I think one of the major challenges not only for someone with bipolar disorder but anyone in life is the fact that we judge ourselves, our feelings, our thoughts and our own opinions. It’s hard to be comfortable with who you are, even in the mess of life. To accept yourself is the ultimate self-care. To love yourself unconditionally. When you do others opinions no longer hold weight. As if you loved someone very much and cherished them if another person came along and called them garbage you wouldn’t believe it for a second, at least not based on their sole opinion. So why do we believe it when others say harsh things to us or challenge us?

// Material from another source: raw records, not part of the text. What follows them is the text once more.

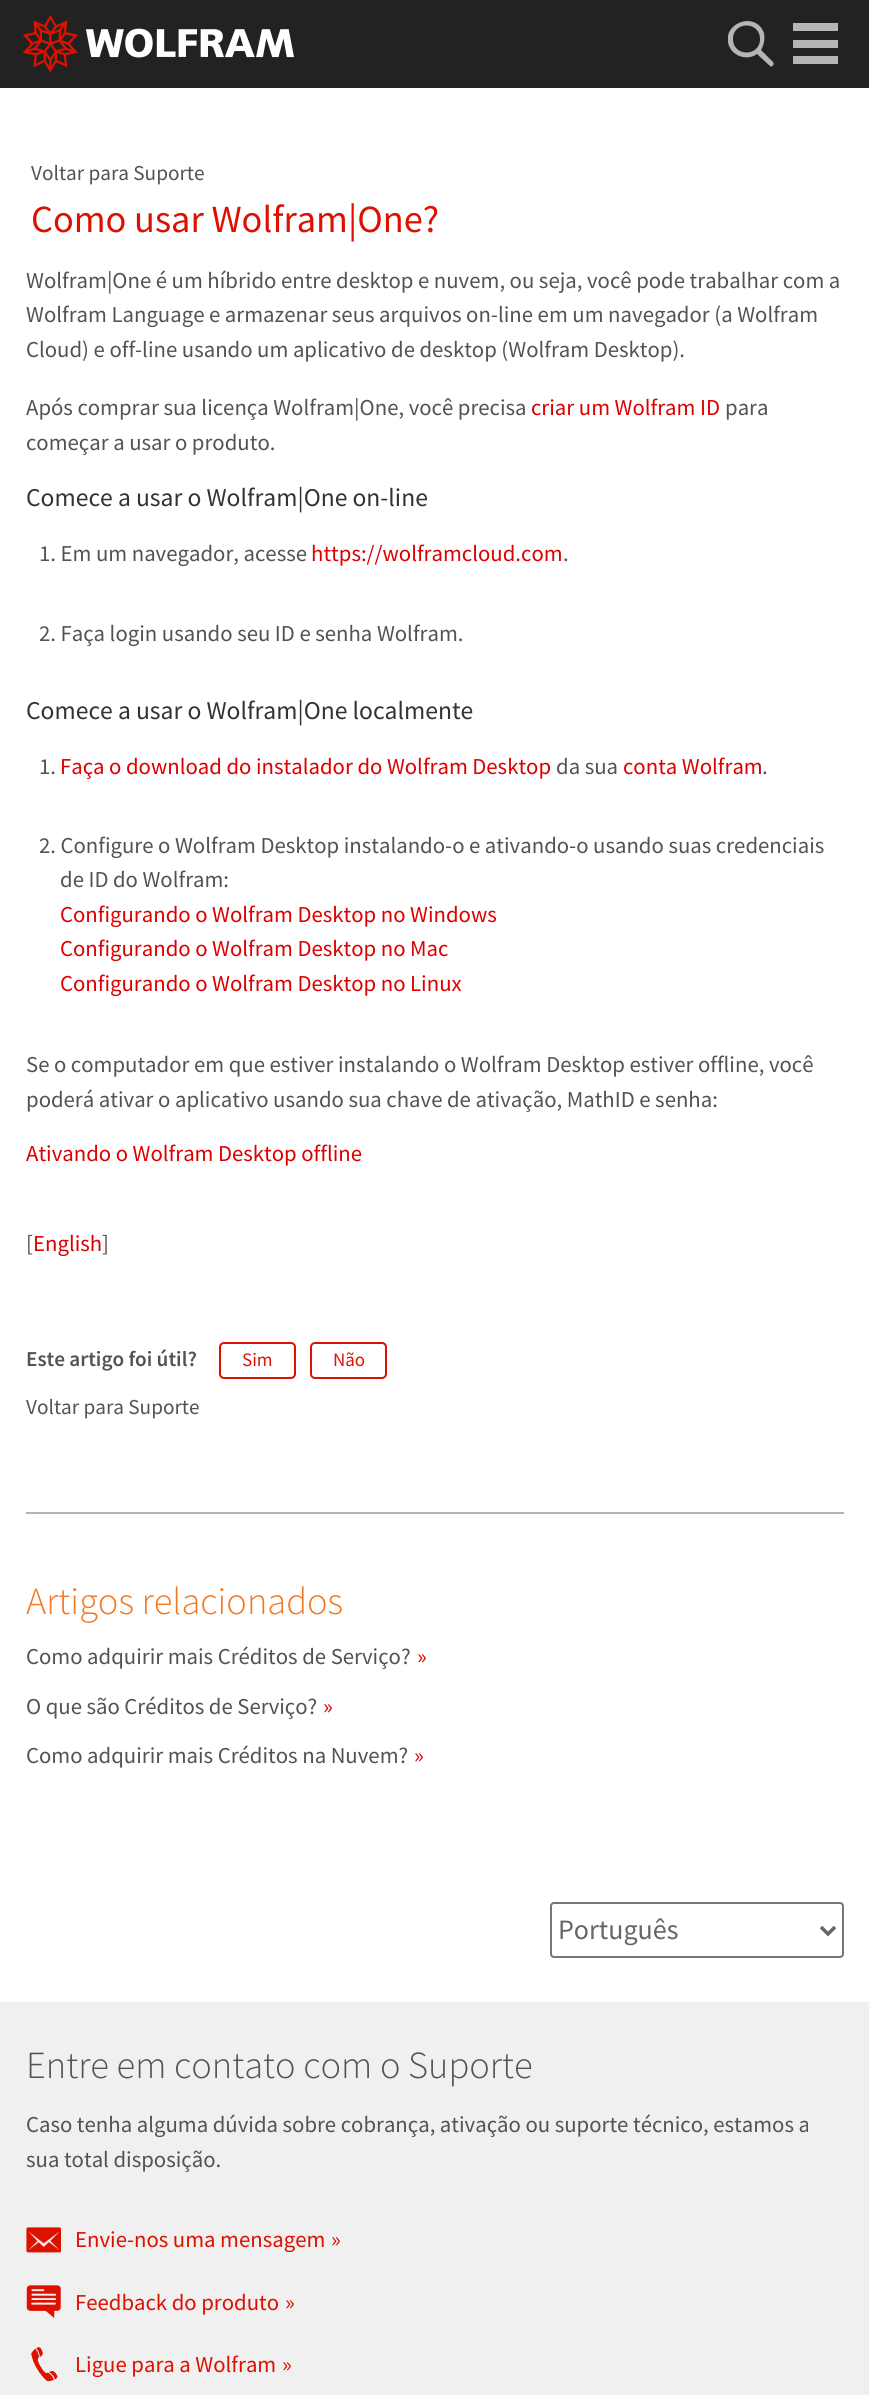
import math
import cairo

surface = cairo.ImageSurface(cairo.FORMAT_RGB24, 869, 2395)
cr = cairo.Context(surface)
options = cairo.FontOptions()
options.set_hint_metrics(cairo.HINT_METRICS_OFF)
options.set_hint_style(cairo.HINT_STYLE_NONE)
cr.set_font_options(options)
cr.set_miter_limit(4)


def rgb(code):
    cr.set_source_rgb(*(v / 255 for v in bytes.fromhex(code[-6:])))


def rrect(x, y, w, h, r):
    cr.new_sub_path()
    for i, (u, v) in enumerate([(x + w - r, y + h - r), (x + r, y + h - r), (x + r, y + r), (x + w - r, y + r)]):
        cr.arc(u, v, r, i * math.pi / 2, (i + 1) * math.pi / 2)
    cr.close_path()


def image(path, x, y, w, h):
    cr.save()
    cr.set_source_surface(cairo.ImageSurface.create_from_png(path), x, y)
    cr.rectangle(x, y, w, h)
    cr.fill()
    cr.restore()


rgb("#ffffff")
cr.paint()
rgb("#222222")
cr.rectangle(0, 0, 869, 88)
cr.fill()
image("img/1.png", 23, 15, 271, 58)
cr.save()
cr.rectangle(728, 21, 46, 46)
cr.clip()
rgb("#b5b5b5")
cr.new_path()
cr.move_to(773, 62)
cr.line_to(761, 50)
cr.curve_to(764, 45, 765, 39, 764, 33)
cr.curve_to(755, 9, 718, 25, 730, 48)
cr.curve_to(736, 58, 749, 60, 757, 54)
cr.line_to(770, 66)
cr.curve_to(772, 68, 775, 64, 773, 62)
cr.close_path()
cr.move_to(733, 39)
cr.curve_to(733, 21, 760, 21, 760, 39)
cr.curve_to(760, 57, 733, 57, 733, 39)
cr.close_path()
cr.fill()
cr.restore()
for x, y, w, h, color in [
    (793, 23, 45, 8, "#b5b5b5"),
    (793, 40, 45, 8, "#b5b5b5"),
    (793, 56, 45, 8, "#b5b5b5"),
]:
    rgb(color)
    cr.rectangle(x, y, w, h)
    cr.fill()
rrect(220, 1343, 75, 35, 4)
rgb("#dd1100")
cr.stroke()
rrect(311, 1343, 75, 35, 4)
cr.stroke()
rgb("#b3b3b3")
cr.rectangle(26, 1512, 818, 2)
cr.fill()
rrect(551, 1903, 292, 54, 3)
rgb("#767676")
cr.stroke()
cr.new_path()
cr.move_to(821, 1927)
cr.line_to(828, 1934)
cr.line_to(835, 1927)
rgb("#666666")
cr.set_line_width(3.5)
cr.stroke()
rgb("#f0f0f0")
cr.rectangle(0, 2002, 869, 393)
cr.fill()
image("img/2.png", 26, 2227, 35, 26)
image("img/3.png", 26, 2285, 35, 33)
image("img/4.png", 31, 2347, 27, 35)
cr.select_font_face("Source Sans Pro")
cr.set_font_size(21.25)
rgb("#535353")
cr.move_to(31, 180)
cr.show_text("Voltar para Suporte")
cr.set_font_size(38.4)
rgb("#dd1100")
cr.move_to(31, 232)
cr.show_text("Como usar Wolfram|One?")
cr.set_font_size(22.75)
rgb("#535353")
for x, y, s in [
    (26, 288, "Wolfram|One é um híbrido entre desktop e nuvem, ou seja, você pode trabalhar com a"),
    (26, 322, "Wolfram Language e armazenar seus arquivos on-line em um navegador (a Wolfram"),
    (26, 357, "Cloud) e off-line usando um aplicativo de desktop (Wolfram Desktop)."),
    (26, 415, "Após comprar sua licença Wolfram|One, você precisa"),
]:
    cr.move_to(x, y)
    cr.show_text(s)
rgb("#dd0000")
cr.move_to(531, 415)
cr.show_text("criar um Wolfram ID")
rgb("#535353")
cr.move_to(725, 415)
cr.show_text("para")
cr.move_to(26, 450)
cr.show_text("começar a usar o produto.")
cr.set_font_size(25.6)
rgb("#333333")
cr.move_to(26, 506)
cr.show_text("Comece a usar o Wolfram|One on-line")
cr.set_font_size(22.75)
rgb("#535353")
cr.move_to(39, 561)
cr.show_text("1. Em um navegador, acesse")
rgb("#dd0000")
cr.move_to(311, 561)
cr.show_text("https://wolframcloud.com")
rgb("#535353")
cr.move_to(563, 561)
cr.show_text(".")
cr.move_to(39, 641)
cr.show_text("2. Faça login usando seu ID e senha Wolfram.")
cr.set_font_size(25.6)
rgb("#333333")
cr.move_to(26, 719)
cr.show_text("Comece a usar o Wolfram|One localmente")
cr.set_font_size(22.75)
rgb("#535353")
cr.move_to(39, 774)
cr.show_text("1.")
rgb("#dd0000")
cr.move_to(60, 774)
cr.show_text("Faça o download do instalador do Wolfram Desktop")
rgb("#535353")
cr.move_to(556, 774)
cr.show_text("da sua")
rgb("#dd0000")
cr.move_to(623, 774)
cr.show_text("conta Wolfram")
rgb("#535353")
for x, y, s in [
    (762, 774, "."),
    (39, 853, "2. Configure o Wolfram Desktop instalando-o e ativando-o usando suas credenciais"),
    (60, 887, "de ID do Wolfram:"),
]:
    cr.move_to(x, y)
    cr.show_text(s)
rgb("#dd0000")
for x, y, s in [
    (60, 922, "Configurando o Wolfram Desktop no Windows"),
    (60, 956, "Configurando o Wolfram Desktop no Mac"),
    (60, 991, "Configurando o Wolfram Desktop no Linux"),
]:
    cr.move_to(x, y)
    cr.show_text(s)
rgb("#535353")
cr.move_to(26, 1072)
cr.show_text("Se o computador em que estiver instalando o Wolfram Desktop estiver offline, você")
cr.move_to(26, 1107)
cr.show_text("poderá ativar o aplicativo usando sua chave de ativação, MathID e senha:")
rgb("#dd0000")
cr.move_to(26, 1161)
cr.show_text("Ativando o Wolfram Desktop offline")
rgb("#535353")
cr.move_to(26, 1251)
cr.show_text("[")
rgb("#dd0000")
cr.move_to(33, 1251)
cr.show_text("English")
rgb("#535353")
cr.move_to(102, 1251)
cr.show_text("]")
cr.select_font_face("Source Sans Pro SemiBold")
cr.set_font_size(21.25)
cr.move_to(26, 1366)
cr.show_text("Este artigo foi útil?")
cr.select_font_face("Source Sans Pro")
cr.set_font_size(19)
rgb("#dd1100")
cr.move_to(242, 1366)
cr.show_text("Sim")
cr.move_to(333, 1366)
cr.show_text("Não")
cr.set_font_size(21.25)
rgb("#535353")
cr.move_to(26, 1414)
cr.show_text("Voltar para Suporte")
cr.select_font_face("Source Sans Pro Light")
cr.set_font_size(38.4)
rgb("#f57721")
cr.move_to(26, 1614)
cr.show_text("Artigos relacionados")
cr.select_font_face("Source Sans Pro")
cr.set_font_size(22.75)
rgb("#535353")
cr.move_to(26, 1664)
cr.show_text("Como adquirir mais Créditos de Serviço?")
rgb("#dd0000")
cr.move_to(417, 1664)
cr.show_text("»")
rgb("#535353")
cr.move_to(26, 1714)
cr.show_text("O que são Créditos de Serviço?")
rgb("#dd0000")
cr.move_to(323, 1714)
cr.show_text("»")
rgb("#535353")
cr.move_to(26, 1763)
cr.show_text("Como adquirir mais Créditos na Nuvem?")
rgb("#dd0000")
cr.move_to(414, 1763)
cr.show_text("»")
cr.set_font_size(28)
rgb("#666666")
cr.move_to(558, 1939)
cr.show_text("Português")
cr.select_font_face("Source Sans Pro Light")
cr.set_font_size(38.4)
rgb("#535353")
cr.move_to(26, 2078)
cr.show_text("Entre em contato com o Suporte")
cr.select_font_face("Source Sans Pro")
cr.set_font_size(22.75)
cr.move_to(26, 2132)
cr.show_text("Caso tenha alguma dúvida sobre cobrança, ativação ou suporte técnico, estamos a")
cr.move_to(26, 2167)
cr.show_text("sua total disposição.")
rgb("#dd1100")
for x, y, s in [
    (75, 2247, "Envie-nos uma mensagem"),
    (331, 2247, "»"),
    (75, 2310, "Feedback do produto"),
    (285, 2310, "»"),
    (75, 2372, "Ligue para a Wolfram"),
    (282, 2372, "»"),
]:
    cr.move_to(x, y)
    cr.show_text(s)
surface.write_to_png("page.png")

We aren’t secure in ourselves. This is achievable though. It takes time and energy to cultivate self-love, like with any relationship, the one with yourself takes work. How to do it? It’s different for everyone. I personally indulge myself with the things that make me happy, these things are not usually things. I enjoy strolling through the parks or shops where I live, hiking, art, movies, baths, facial care, writing, ect. The small things that give you a lift, amplify it. Another thing I practice is positive self-talk. There is a judgmental voice in all of us, for some louder than others that asks, “why did you do that, why do you think that you are “insert mean adjective here” for being this way.” But I started consciously responding to that voice and reasoning with it, telling it why reaffirming my own decisions and simply telling myself every day multiple times a day that I am enough. I am smart enough, I am strong enough, I am brave enough, I am beautiful. It starts consciously it has to, then it becomes a habit, then it becomes real to you. You believe it. You believe the thoughts you consistently tell yourself. It’s a beautiful thing to be able to have self-love, to not have to be filled by another person because you are already full and can give the best of yourself.
I’m currently working on being able to speak my truths, my opinions, my thoughts, my feelings. It’s hard to be challenged by others to be asked why you believe what you do and feel uneasy about how to explain it. There is a fear there. I’m working to overcome this fear to live more openly. No pain no gain as they say. It is hard but it is worth it to grow as a person. Thank you for reading.